Species of bacterium

Sphingomonas aliaeris is a rod-shaped, strictly aerobic, Gram-negative, non-spore-forming, red-orange-pigmented species of bacteria, which has been isolated primarily from pork steak packed under CO_{2}-enriched modified atmosphere. Its name derives from Latin alius (for “other”) and aer (for “air” or “atmosphere”). It was identified to be a potential food spoilage organism, which is non-pathogenic to humans.

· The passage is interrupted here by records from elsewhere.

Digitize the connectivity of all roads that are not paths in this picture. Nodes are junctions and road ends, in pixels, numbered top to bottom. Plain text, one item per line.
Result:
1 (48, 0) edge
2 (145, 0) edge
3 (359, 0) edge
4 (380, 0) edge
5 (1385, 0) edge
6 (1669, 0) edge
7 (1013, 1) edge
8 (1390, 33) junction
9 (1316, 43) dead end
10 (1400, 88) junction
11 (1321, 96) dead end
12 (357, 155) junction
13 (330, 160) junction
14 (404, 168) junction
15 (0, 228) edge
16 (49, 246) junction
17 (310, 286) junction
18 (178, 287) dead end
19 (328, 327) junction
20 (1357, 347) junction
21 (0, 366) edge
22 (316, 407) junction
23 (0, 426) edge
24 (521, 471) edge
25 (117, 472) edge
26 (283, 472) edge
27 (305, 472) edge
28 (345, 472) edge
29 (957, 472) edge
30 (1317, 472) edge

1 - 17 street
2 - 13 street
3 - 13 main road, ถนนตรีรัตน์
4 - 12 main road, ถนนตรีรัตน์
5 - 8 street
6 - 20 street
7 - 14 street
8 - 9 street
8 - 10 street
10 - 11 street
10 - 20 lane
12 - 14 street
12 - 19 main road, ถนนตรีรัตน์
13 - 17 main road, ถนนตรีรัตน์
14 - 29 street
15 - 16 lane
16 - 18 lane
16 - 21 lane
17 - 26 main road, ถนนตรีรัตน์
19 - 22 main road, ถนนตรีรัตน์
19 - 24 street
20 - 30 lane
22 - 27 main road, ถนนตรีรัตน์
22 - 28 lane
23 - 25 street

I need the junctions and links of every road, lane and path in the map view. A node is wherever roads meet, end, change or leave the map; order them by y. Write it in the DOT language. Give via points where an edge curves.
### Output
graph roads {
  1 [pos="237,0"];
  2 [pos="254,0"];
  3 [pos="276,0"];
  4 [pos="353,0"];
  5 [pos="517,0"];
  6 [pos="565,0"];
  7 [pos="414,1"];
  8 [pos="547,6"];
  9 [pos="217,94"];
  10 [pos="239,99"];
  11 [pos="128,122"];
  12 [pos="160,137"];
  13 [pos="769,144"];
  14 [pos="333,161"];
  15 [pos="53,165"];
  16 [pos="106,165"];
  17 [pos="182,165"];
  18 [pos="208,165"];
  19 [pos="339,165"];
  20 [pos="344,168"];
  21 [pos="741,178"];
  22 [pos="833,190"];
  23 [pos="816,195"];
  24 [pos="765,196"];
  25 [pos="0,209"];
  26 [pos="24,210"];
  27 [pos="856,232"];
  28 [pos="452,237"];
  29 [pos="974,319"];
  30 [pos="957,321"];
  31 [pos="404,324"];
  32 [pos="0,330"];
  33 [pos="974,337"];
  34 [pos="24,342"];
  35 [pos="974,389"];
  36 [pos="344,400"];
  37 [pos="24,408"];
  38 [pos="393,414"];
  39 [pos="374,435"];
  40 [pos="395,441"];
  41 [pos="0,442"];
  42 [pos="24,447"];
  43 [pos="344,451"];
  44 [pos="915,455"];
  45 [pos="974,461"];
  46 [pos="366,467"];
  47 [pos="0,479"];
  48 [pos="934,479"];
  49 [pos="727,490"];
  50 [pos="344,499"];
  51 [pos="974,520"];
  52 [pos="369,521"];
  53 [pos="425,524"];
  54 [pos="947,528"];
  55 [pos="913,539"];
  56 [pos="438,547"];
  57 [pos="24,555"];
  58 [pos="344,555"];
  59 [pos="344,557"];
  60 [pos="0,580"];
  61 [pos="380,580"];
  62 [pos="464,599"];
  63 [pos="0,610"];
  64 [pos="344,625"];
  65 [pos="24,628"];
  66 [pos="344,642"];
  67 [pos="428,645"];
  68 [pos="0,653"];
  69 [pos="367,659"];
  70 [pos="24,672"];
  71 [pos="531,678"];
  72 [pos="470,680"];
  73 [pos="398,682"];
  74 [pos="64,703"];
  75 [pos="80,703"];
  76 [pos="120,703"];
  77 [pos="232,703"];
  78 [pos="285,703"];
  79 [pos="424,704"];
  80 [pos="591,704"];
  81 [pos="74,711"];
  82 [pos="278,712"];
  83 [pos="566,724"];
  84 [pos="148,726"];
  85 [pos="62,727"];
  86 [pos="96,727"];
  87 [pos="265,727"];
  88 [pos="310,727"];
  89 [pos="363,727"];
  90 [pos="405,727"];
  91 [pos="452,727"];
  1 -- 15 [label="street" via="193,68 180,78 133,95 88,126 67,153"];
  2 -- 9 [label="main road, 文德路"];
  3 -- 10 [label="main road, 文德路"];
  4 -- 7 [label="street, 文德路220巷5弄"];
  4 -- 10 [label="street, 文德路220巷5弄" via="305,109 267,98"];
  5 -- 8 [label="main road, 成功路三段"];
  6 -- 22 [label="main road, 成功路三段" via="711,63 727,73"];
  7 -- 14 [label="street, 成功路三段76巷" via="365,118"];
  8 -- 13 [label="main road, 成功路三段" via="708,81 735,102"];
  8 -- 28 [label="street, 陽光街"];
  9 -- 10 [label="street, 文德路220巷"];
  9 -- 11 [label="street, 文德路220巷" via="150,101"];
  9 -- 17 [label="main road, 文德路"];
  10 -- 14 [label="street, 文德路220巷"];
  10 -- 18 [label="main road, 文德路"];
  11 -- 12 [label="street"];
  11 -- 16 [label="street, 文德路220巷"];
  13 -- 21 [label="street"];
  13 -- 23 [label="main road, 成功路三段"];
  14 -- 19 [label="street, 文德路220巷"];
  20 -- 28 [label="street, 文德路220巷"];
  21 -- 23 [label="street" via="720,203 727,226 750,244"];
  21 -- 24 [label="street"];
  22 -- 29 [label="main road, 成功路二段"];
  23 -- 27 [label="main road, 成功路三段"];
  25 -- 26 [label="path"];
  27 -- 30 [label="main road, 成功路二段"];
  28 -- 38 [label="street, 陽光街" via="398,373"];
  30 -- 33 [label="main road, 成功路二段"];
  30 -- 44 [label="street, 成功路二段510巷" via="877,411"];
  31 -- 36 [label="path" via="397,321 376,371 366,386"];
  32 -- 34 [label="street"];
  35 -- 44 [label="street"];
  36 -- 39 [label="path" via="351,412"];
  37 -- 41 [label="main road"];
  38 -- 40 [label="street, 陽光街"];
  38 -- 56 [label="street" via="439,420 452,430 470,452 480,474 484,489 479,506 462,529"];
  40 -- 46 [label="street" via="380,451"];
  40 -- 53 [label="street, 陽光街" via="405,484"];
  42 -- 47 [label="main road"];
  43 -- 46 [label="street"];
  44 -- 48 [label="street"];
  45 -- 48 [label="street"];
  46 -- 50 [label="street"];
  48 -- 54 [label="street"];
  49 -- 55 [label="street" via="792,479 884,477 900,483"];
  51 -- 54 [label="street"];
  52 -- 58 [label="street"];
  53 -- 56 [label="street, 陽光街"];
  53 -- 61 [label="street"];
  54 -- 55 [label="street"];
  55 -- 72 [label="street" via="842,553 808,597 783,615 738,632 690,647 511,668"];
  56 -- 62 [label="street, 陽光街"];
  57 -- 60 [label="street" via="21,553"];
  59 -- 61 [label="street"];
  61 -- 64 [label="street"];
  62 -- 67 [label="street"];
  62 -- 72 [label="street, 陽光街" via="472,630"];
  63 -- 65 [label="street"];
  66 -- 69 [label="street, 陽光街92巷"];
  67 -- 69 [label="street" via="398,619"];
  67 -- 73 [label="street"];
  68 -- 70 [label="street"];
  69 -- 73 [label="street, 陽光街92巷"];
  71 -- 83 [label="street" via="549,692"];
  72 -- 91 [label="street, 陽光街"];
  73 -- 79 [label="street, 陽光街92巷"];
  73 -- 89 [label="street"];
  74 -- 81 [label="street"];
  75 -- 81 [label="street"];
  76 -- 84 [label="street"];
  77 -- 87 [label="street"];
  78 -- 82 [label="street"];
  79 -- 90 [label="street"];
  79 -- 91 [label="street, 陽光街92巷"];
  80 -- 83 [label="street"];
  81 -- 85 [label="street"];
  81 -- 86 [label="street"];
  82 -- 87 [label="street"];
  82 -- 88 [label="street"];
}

== Microbiologic characteristics ==
The species is cytochrome c oxidase-negative and catalase-positive and grows on R2A agar at temperatures of 3 to 33 °C. It shows growth under 20% CO_{2}-containing atmosphere, which - in combination with 80% O_{2} - is frequently used for packaging of red meat products. Species of this genus have not been associated with high CO_{2}-containing environments nor food matrices yet. Sphingomonas aliaeris is motile and 1.5 μm by 0.9 μm in dimension.
Like other species belonging to the genus Sphingomonas, the cell membrane of Sphingomonas aliaeris contains sphingolipids. Also cardiolipin, phosphatidylcholine, phosphatidylethanolamine, mono- and dimethylphosphatidylethanolamine and phosphatidylglycerol could be detected. Another characteristic is the presence of the C_{14:0} 2-OH fatty acid and ubiquinone Q-10.

== Genetic characteristics ==
The genome was fully-sequenced and uploaded at the NCBI database. It consists of 4.26 mega base pairs. The DNA G+C content is 64.4 mol%.